In [None]:
# ============================================================
# EXPERIMENTO 5 — ABLACIÓN: RUIDO (T) & CAPACIDAD (Pixel-Space DDPM)
# ============================================================

import os
import time
import numpy as np
import matplotlib.pyplot as plt
import mlflow
import tensorflow as tf
from tensorflow.keras import layers, Model, optimizers
from sklearn.decomposition import PCA

# ============================================================
# 1. CONFIGURACIÓN Y CARGA DE DATOS
# ============================================================

# Configuración MLflow (Ajustar URL si cambia ngrok)
MLFLOW_URL = "https://fleecier-rufus-decadently.ngrok-free.dev"  
mlflow.set_tracking_uri(MLFLOW_URL)
mlflow.set_experiment("Exp5-Ablation_Scientific")

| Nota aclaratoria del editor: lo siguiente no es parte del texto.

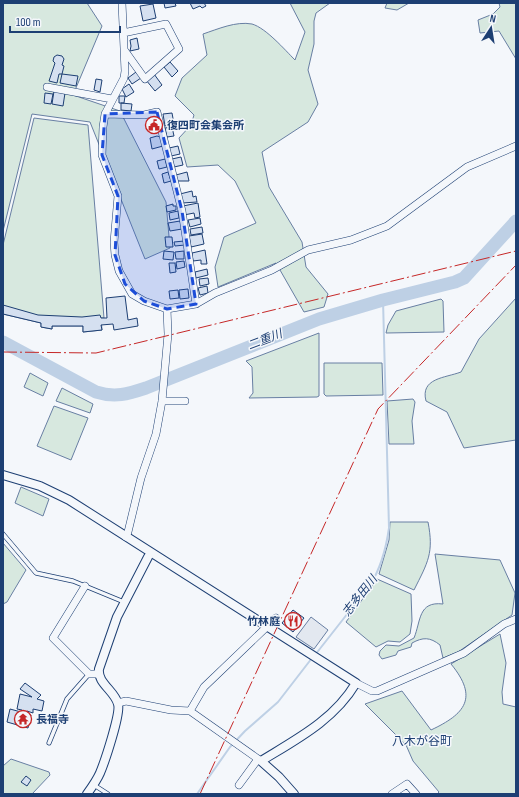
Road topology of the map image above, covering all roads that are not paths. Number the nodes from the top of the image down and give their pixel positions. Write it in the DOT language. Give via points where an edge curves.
graph roads {
  1 [pos="122,3"];
  2 [pos="123,33"];
  3 [pos="125,51"];
  4 [pos="47,87"];
  5 [pos="112,99"];
  6 [pos="105,114"];
  7 [pos="516,146"];
  8 [pos="196,304"];
  9 [pos="167,310"];
  10 [pos="162,401"];
  11 [pos="185,401"];
  12 [pos="3,475"];
  13 [pos="3,534"];
  14 [pos="126,537"];
  15 [pos="149,555"];
  16 [pos="85,586"];
  17 [pos="124,602"];
  18 [pos="276,618"];
  19 [pos="516,619"];
  20 [pos="266,627"];
  21 [pos="89,674"];
  22 [pos="98,674"];
  23 [pos="356,683"];
  24 [pos="118,703"];
  25 [pos="190,711"];
  26 [pos="48,744"];
  27 [pos="260,760"];
  28 [pos="93,785"];
  29 [pos="239,785"];
  30 [pos="87,794"];
  31 [pos="108,794"];
  32 [pos="294,794"];
  33 [pos="392,794"];
  34 [pos="416,794"];
  1 -- 2 [label="street"];
  2 -- 3 [label="street"];
  2 -- 3 [label="street" via="166,24 179,49 145,78"];
  3 -- 5 [label="street" via="124,78"];
  4 -- 5 [label="street"];
  5 -- 6 [label="street"];
  6 -- 8 [label="street" via="144,115 157,112 182,211"];
  6 -- 9 [label="street" via="102,155 118,196 114,242 119,271 132,294"];
  7 -- 8 [label="street" via="467,168 387,226 351,240 308,250 272,270 215,293"];
  8 -- 9 [label="street"];
  9 -- 10 [label="street" via="168,334"];
  10 -- 11 [label="street"];
  10 -- 14 [label="street" via="156,434 141,478"];
  12 -- 14 [label="street" via="22,479 56,493"];
  13 -- 16 [label="lane" via="36,572"];
  14 -- 15 [label="street"];
  15 -- 17 [label="street"];
  15 -- 20 [label="street"];
  16 -- 17 [label="lane"];
  16 -- 21 [label="street" via="53,638"];
  17 -- 22 [label="street"];
  18 -- 20 [label="street"];
  19 -- 23 [label="street" via="504,624 464,654 378,691 372,691"];
  20 -- 23 [label="street"];
  20 -- 25 [label="street" via="204,687"];
  21 -- 22 [label="street"];
  21 -- 26 [label="lane" via="67,699"];
  22 -- 24 [label="street"];
  23 -- 27 [label="street" via="342,704 316,727"];
  24 -- 25 [label="street" via="126,701"];
  24 -- 28 [label="street" via="117,720 100,772"];
  25 -- 27 [label="street"];
  27 -- 29 [label="street"];
  27 -- 32 [label="street"];
  28 -- 30 [label="street"];
  28 -- 31 [label="lane"];
  33 -- 34 [label="street" via="407,784"];
}
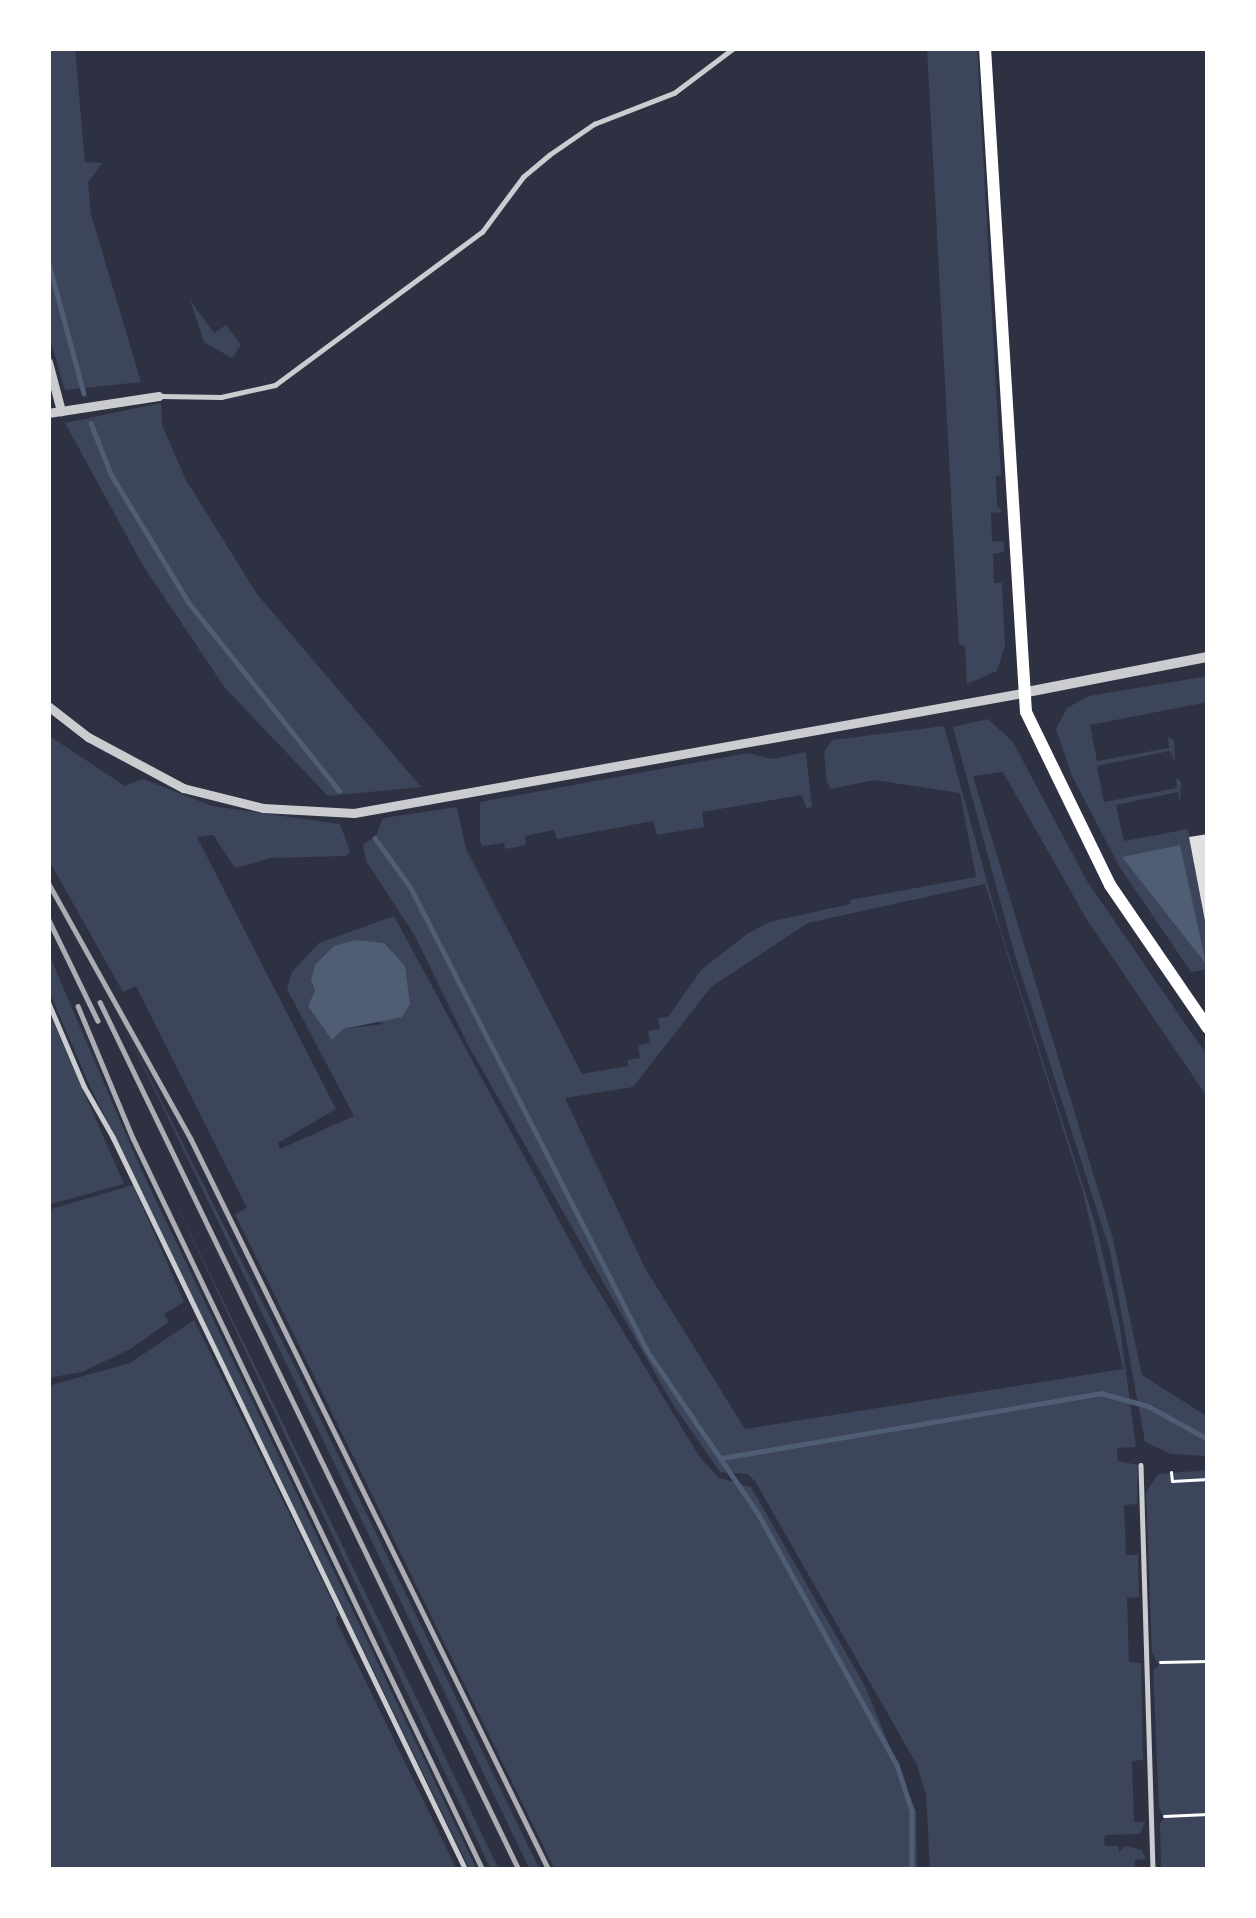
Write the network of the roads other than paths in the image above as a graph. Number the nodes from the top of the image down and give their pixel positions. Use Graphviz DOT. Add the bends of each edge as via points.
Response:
graph roads {
  1 [pos="734,48"];
  2 [pos="985,48"];
  3 [pos="48,362"];
  4 [pos="159,396"];
  5 [pos="62,411"];
  6 [pos="48,413"];
  7 [pos="1208,657"];
  8 [pos="1022,693"];
  9 [pos="48,706"];
  10 [pos="48,1001"];
  11 [pos="1208,1028"];
  12 [pos="1141,1465"];
  13 [pos="466,1870"];
  14 [pos="1153,1870"];
  1 -- 4 [label="lane" via="674,93 593,124 549,155 482,232 275,385 220,397"];
  2 -- 8 [label="main road"];
  3 -- 5 [label="street"];
  4 -- 5 [label="street"];
  5 -- 6 [label="street"];
  7 -- 8 [label="street"];
  8 -- 9 [label="street" via="354,812 263,808 183,788"];
  8 -- 11 [label="main road" via="1077,826"];
  10 -- 13 [label="lane"];
  12 -- 14 [label="lane"];
}
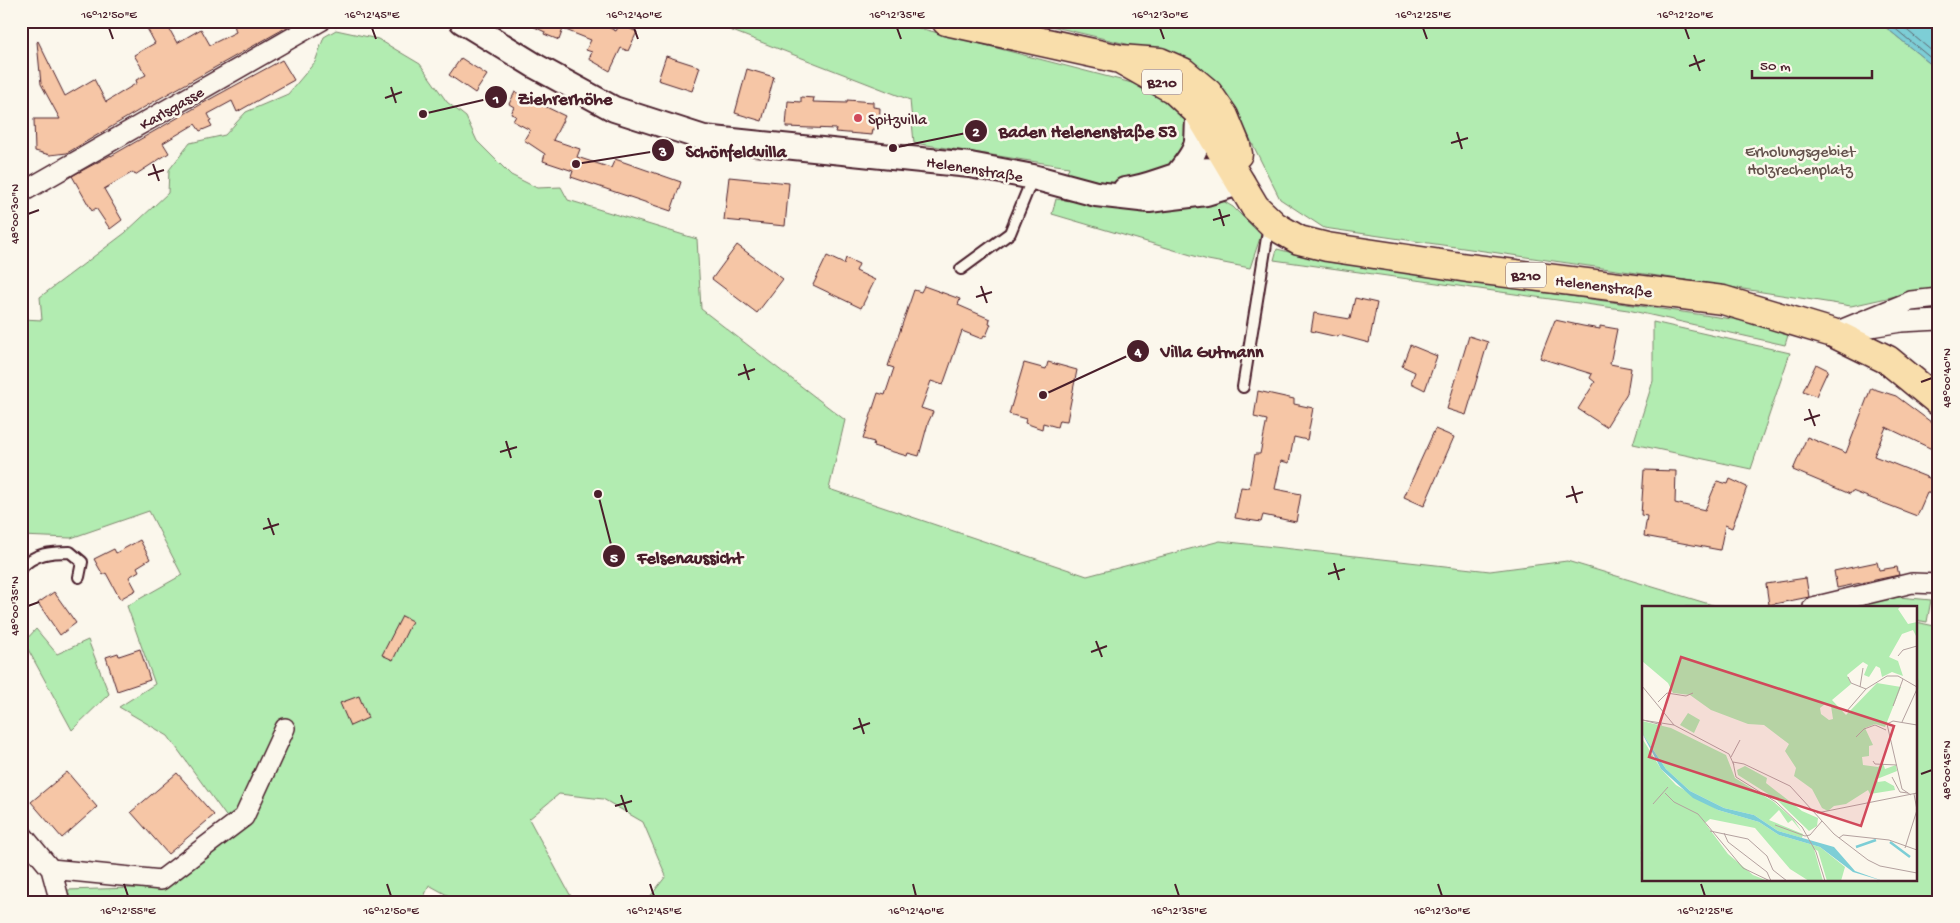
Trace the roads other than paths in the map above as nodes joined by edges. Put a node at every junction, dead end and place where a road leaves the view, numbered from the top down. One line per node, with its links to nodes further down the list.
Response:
1 (321, 21): 9 (street, Karlsgasse)
2 (462, 21): 7 (street, Helenenstraße)
3 (946, 21): 4 (main road, B210)
4 (1120, 59): 5 (main road, B210); 8 (main road, B210)
5 (1199, 113): 6 (street); 8 (main road, Helenenstraße / B210)
6 (1177, 175): 8 (street, Helenenstraße); 10 (street, Helenenstraße)
7 (1033, 177): 10 (street, Helenenstraße); 12 (lane)
8 (1242, 182): 10 (street, Helenenstraße); 11 (main road, Helenenstraße / B210)
9 (21, 193)
10 (1096, 194)
11 (1270, 221): 15 (main road, Helenenstraße / B210); 16 (lane)
12 (961, 269)
13 (1939, 298): 15 (street)
14 (1939, 320): 15 (street)
15 (1833, 333): 17 (main road, Helenenstraße / B210)
16 (1243, 387)
17 (1939, 402)
18 (21, 568): 19 (lane)
19 (79, 577)
20 (1939, 584): 21 (street)
21 (1817, 606)
22 (285, 728): 24 (street)
23 (21, 833): 24 (street)
24 (51, 869): 25 (street)
25 (60, 902)

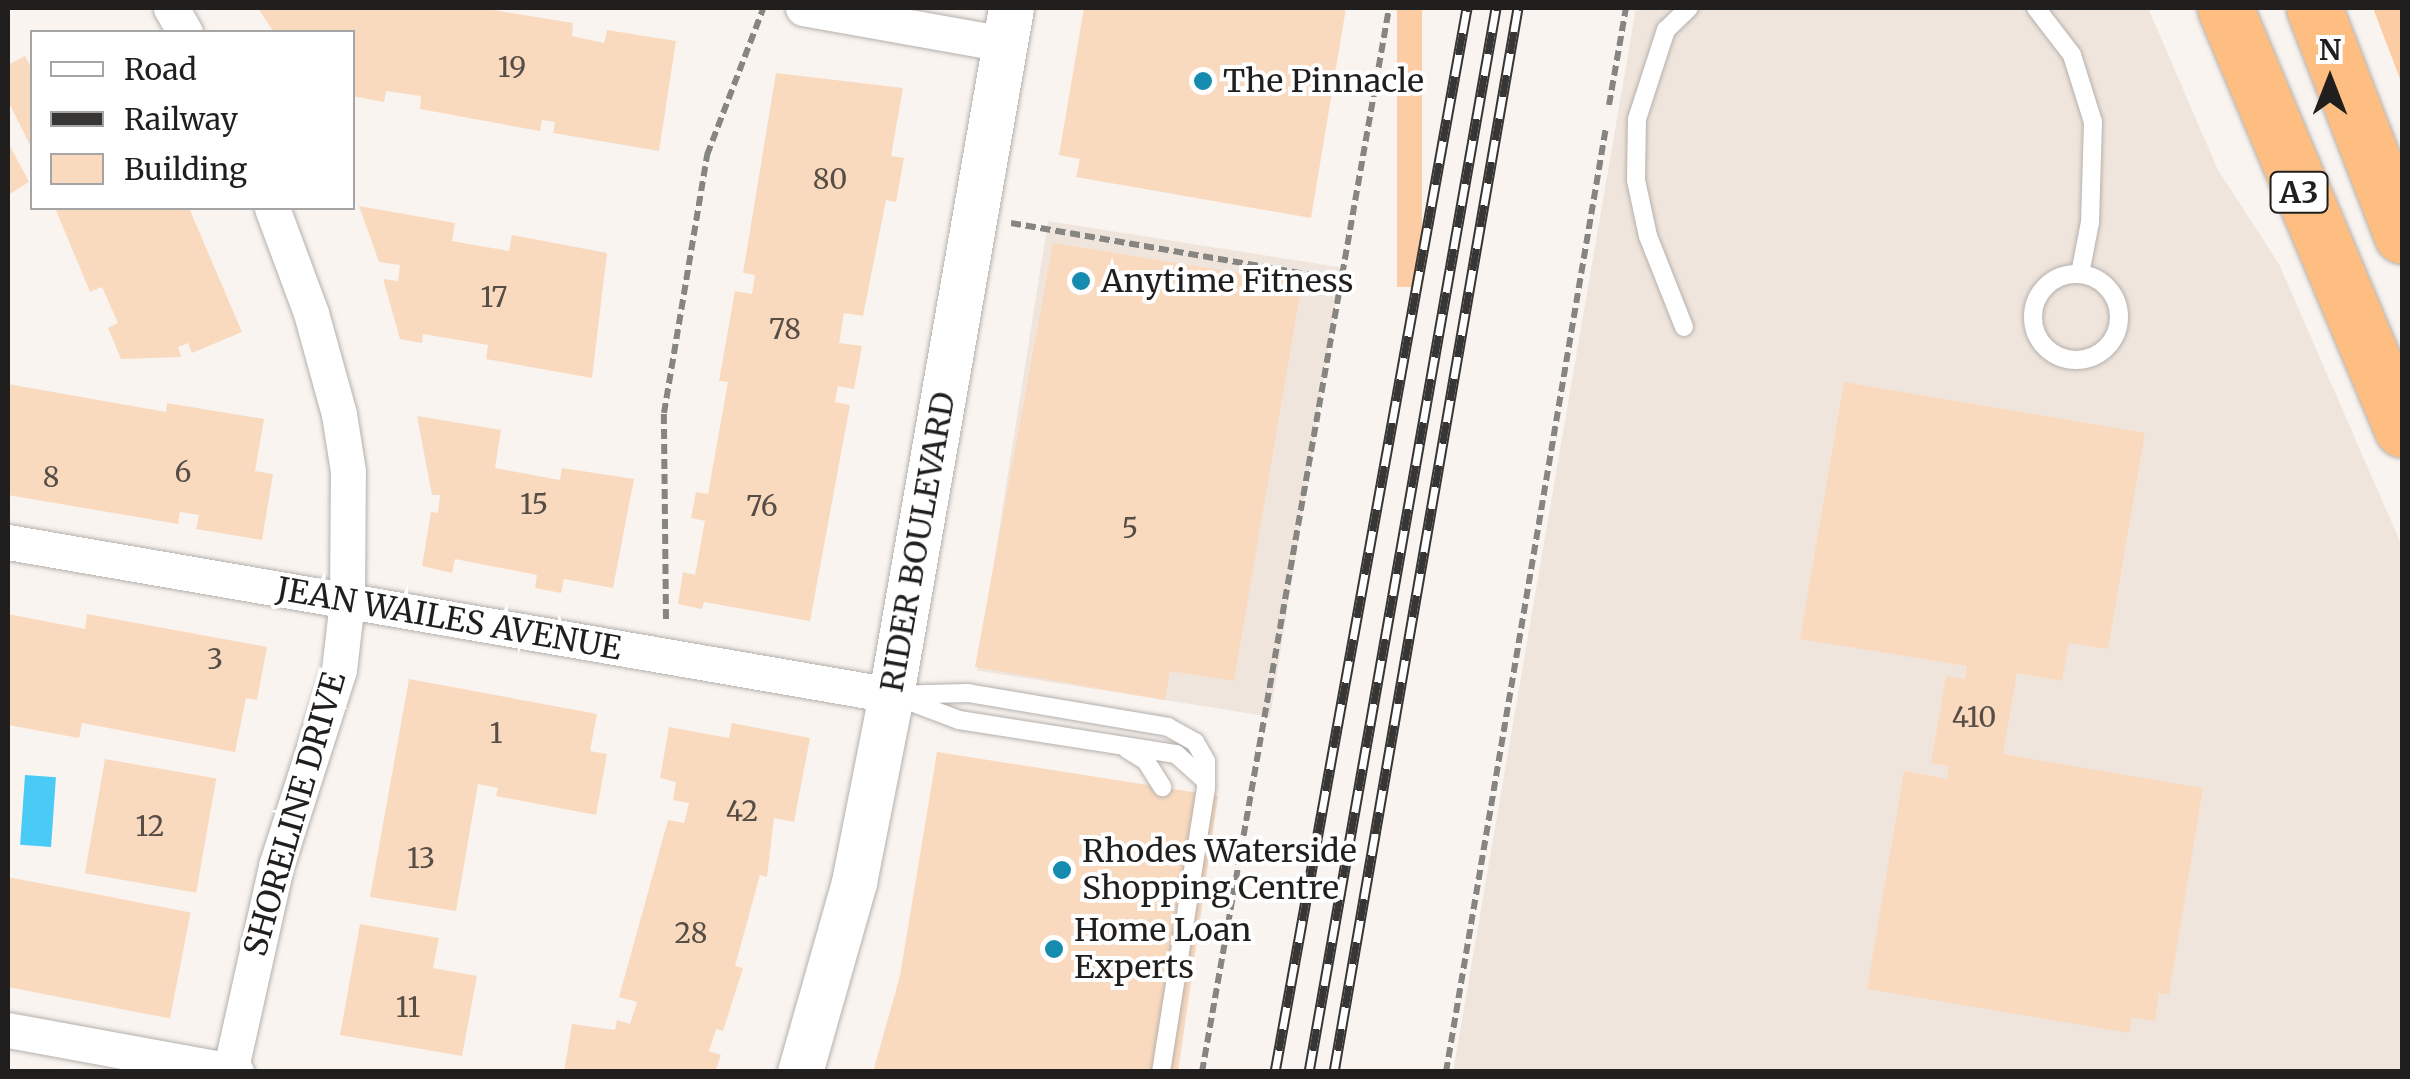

# Rutas de artefactos (Coherencia con Exp1)
ARTIFACTS_DIR = "artifacts_exp5"
os.makedirs(ARTIFACTS_DIR, exist_ok=True)

# Cargar Datos
npz_path = "./data/intermediate/pixel_art_data.npz"
data = np.load(npz_path)
images = data["images"]  # (N,16,16,3) normalizado [0,1]

# Convertir a Tensor
images_tf = tf.convert_to_tensor(images, dtype=tf.float32)
dataset_size = len(images)
print(f"Dataset cargado: {images.shape}")

# ============================================================
# 2. LÓGICA DE DIFUSIÓN (DDPM MATH)
# ============================================================

def make_beta_schedule(T, start=1e-4, end=2e-2):
    """Genera el schedule lineal de ruido."""
    betas = np.linspace(start, end, T, dtype=np.float32)
    alphas = 1.0 - betas
    alpha_cumprod = np.cumprod(alphas)
    return betas, alphas, alpha_cumprod

def extract(a, t, shape):
    """Extrae constantes para el paso t."""
    out = tf.gather(a, t)
    return tf.reshape(out, (tf.shape(t)[0],) + (1,)*(len(shape)-1))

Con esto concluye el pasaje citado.